I am not sure I understand. Say that any call prior to unmap_vmas blocks
on a lock which is held by another call path which cannot proceed with
the allocation...

> In fact you mentioned multiple OOM in the NUMA case, exit_mmap may not
> solve that, so depending on the runtime it may have been better not to
> wait all memory of the process to be freed before moving to the next
> task, but only a couple of seconds before the OOM reaper moves to a
> new candidate. Again this is only a tradeoff between solving the OOM
> faster vs risk of false positives OOM.

I really do not want to rely on any timing. This just too fragile. Once
we have killed a task then we shouldn't pick another victim until it
passed exit_mmap or the oom_reaper did its job. Otherwise we just risk
false positives while we have already disrupted the workload.

> If it wasn't because of exit_aio (which may have to wait I/O
> completion), changing the OOM reaper to return "false" if
> mmget_not_zero returns zero and MMF_OOM_SKIP is not set yet, would
> have been enough (and depending on the runtime it may have solved OOM
> faster in NUMA) and there would be absolutely no need to run OOM
> reaper and exit_mmap concurrently on the same mm. However there's such
> exit_aio..
> 
> Raw I/O mempools never require memory allocations, although aio if it
> involves a filesystem to complete may run into filesystem or buffering
> locks which are known to loop forever or depend on other tasks stuck
> in kernel allocations, so I didn't go down that chain too long.

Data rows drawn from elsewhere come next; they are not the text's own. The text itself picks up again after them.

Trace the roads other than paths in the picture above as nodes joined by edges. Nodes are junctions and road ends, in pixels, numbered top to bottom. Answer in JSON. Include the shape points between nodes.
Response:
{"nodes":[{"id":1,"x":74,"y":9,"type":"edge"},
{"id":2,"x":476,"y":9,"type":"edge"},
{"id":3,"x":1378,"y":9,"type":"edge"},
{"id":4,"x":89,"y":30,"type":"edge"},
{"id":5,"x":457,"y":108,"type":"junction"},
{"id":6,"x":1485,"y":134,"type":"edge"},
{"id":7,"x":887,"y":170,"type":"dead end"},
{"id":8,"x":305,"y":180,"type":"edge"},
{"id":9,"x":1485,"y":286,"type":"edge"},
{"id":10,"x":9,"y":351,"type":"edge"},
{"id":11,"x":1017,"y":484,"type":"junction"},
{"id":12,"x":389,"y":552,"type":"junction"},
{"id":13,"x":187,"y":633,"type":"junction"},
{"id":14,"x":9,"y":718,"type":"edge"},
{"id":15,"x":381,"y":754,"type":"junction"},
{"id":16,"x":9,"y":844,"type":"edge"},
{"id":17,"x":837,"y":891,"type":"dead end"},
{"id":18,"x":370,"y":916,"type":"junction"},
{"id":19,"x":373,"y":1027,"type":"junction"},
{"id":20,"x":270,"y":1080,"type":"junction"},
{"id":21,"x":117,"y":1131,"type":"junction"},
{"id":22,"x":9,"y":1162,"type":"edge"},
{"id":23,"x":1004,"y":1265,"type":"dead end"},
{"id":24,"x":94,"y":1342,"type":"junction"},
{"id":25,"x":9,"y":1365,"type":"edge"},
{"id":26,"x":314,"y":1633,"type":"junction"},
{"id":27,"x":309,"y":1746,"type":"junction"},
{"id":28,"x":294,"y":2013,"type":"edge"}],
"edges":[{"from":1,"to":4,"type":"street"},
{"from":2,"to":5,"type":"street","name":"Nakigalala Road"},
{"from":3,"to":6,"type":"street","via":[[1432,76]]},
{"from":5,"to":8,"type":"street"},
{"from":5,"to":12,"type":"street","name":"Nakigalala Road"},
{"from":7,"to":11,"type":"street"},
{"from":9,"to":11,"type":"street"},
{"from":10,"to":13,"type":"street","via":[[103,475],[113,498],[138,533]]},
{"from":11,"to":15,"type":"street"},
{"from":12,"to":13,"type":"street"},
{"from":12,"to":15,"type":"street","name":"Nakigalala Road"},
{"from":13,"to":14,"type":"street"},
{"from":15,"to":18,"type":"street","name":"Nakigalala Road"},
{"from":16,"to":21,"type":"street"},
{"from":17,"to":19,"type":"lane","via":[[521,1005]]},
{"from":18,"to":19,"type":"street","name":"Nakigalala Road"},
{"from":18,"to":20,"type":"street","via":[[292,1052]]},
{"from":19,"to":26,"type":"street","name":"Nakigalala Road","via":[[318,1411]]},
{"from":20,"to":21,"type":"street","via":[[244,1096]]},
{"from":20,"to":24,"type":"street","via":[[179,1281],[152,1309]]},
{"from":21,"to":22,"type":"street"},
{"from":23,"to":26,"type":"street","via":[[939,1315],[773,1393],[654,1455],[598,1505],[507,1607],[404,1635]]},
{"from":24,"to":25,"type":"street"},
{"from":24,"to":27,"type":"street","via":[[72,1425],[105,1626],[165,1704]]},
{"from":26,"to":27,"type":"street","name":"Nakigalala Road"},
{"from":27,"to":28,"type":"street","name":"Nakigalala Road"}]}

Exactly. We simply cannot assume anything here because veryfying this
basically impossible.

[...]
> diff --git a/mm/mmap.c b/mm/mmap.c
> index f19efcf75418..615133762b99 100644
> --- a/mm/mmap.c
> +++ b/mm/mmap.c
> @@ -2993,6 +2993,11 @@ void exit_mmap(struct mm_struct *mm)
>  	/* Use -1 here to ensure all VMAs in the mm are unmapped */
>  	unmap_vmas(&tlb, vma, 0, -1);
>  
> +	if (test_and_set_bit(MMF_OOM_SKIP, &mm->flags)) {
> +		/* wait the OOM reaper to stop working on this mm */
> +		down_write(&mm->mmap_sem);
> +		up_write(&mm->mmap_sem);
> +	}
>  	free_pgtables(&tlb, vma, FIRST_USER_ADDRESS, USER_PGTABLES_CEILING);
>  	tlb_finish_mmu(&tlb, 0, -1);
>  
> diff --git a/mm/oom_kill.c b/mm/oom_kill.c
> index 9e8b4f030c1c..2a7000995784 100644
> --- a/mm/oom_kill.c
> +++ b/mm/oom_kill.c
> @@ -471,6 +471,7 @@ static bool __oom_reap_task_mm(struct task_struct *tsk, struct mm_struct *mm)
>  	struct mmu_gather tlb;
>  	struct vm_area_struct *vma;
>  	bool ret = true;
> +	bool mmgot = true;
>  
>  	/*
>  	 * We have to make sure to not race with the victim exit path
> @@ -500,9 +501,16 @@ static bool __oom_reap_task_mm(struct task_struct *tsk, struct mm_struct *mm)
>  	 * and delayed __mmput doesn't matter that much
>  	 */
>  	if (!mmget_not_zero(mm)) {
> -		up_read(&mm->mmap_sem);
>  		trace_skip_task_reaping(tsk->pid);
> -		goto unlock_oom;
> +		/*
> +		 * MMF_OOM_SKIP is set by exit_mmap when the OOM
> +		 * reaper can't work on the mm anymore.
> +		 */
> +		if (test_and_set_bit(MMF_OOM_SKIP, &mm->flags)) {
> +			up_read(&mm->mmap_sem);
> +			goto unlock_oom;
> +		}
> +		mmgot = false;
>  	}

This will work more or less the same to what we have currently.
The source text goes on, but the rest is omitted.